Accurate Appraisal Underreporting

Accurate Appraisal Misleading NarrativeThe HousingWire article highlighting that only 40% of homes sold include an “accurate” appraisal, as defined by the Corporate Settlement Solutions (CSS) report, is deeply problematic and indicative of a concerning lack of understanding around the appraisal process. The report cited from CSS, analyzed appraisal data across 10 states in the East Coast and Midwest, finding that only around 40% of home sales included an appraisal that was within $2,500 of the final sale price. This is being presented as evidence that the vast majority of home appraisals are inaccurate.

Appraising a home’s value is an inherently complex endeavor, with numerous variables and nuances that must be carefully considered. To claim that any appraisal falling outside a $2,500 margin of the sale price is “inaccurate” is an egregiously narrow and simplistic view that fails to account for the realities of the housing market. Given that the median home price in the US currently sits around $420,000, a $2,500 discrepancy represents a mere 0.006% deviation – an infinitesimally small margin that in no way calls into question the validity or reliability of the appraisal. This misguided definition of “accuracy” is both misleading and dangerous, as it perpetuates the misconception that appraisals should be precise to the dollar, when in reality, there is always going to be a degree of subjectivity and variability involved.

Rather than publishing such a reductive and sensationalized take, HousingWire would have better served its readership by delving deeper into the complexities of the appraisal process, acknowledging its inherent challenges, and providing a more balanced, well-researched perspective. Shame indeed on HousingWire for failing to uphold journalistic integrity and perpetuating a harmful narrative around a critical component of the housing industry.

Excerpt from HousingWire article “Only 40% of homes sold include an accurate appraisal”:

“The gap between home appraisals and sale prices is rising.

That’s according to a new report from Corporate Settlement Solutions (CSS)…

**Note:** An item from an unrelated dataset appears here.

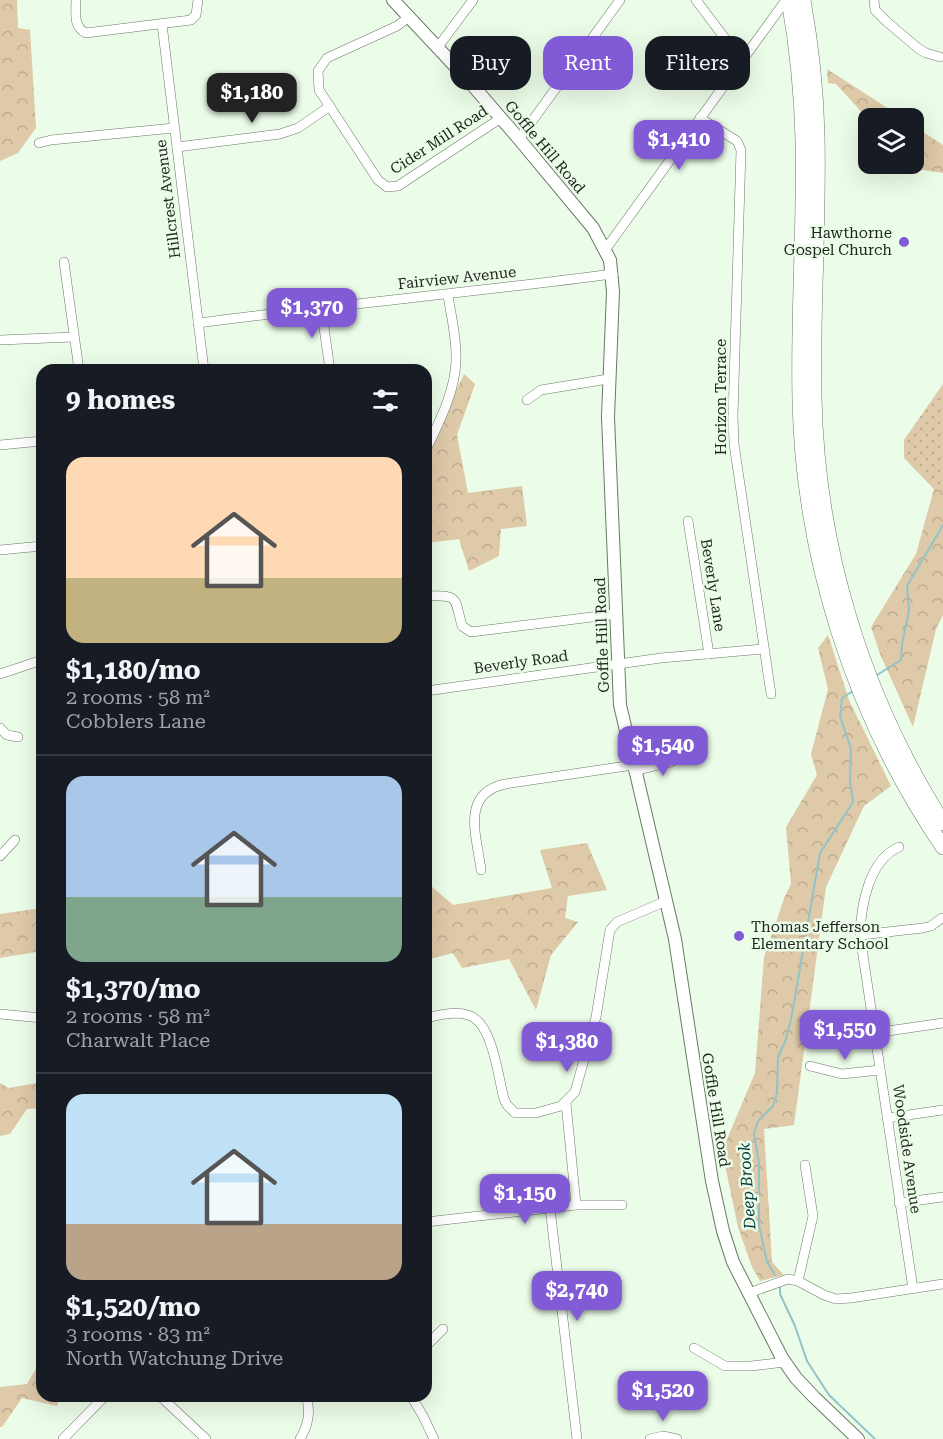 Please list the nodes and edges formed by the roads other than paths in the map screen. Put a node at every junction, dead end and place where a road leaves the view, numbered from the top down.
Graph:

Properties were considered accurately appraised if these values fell within $2,500 of the sale price. Across the 10 states studied, slightly more than 40% of transactions met this definition…

“The growing gap between home appraisals and actual sale prices underscores the challenges of providing accurate valuations in a rapidly appreciating market with limited inventory”, CSS CEO Ashley Jelinek said in a statement.”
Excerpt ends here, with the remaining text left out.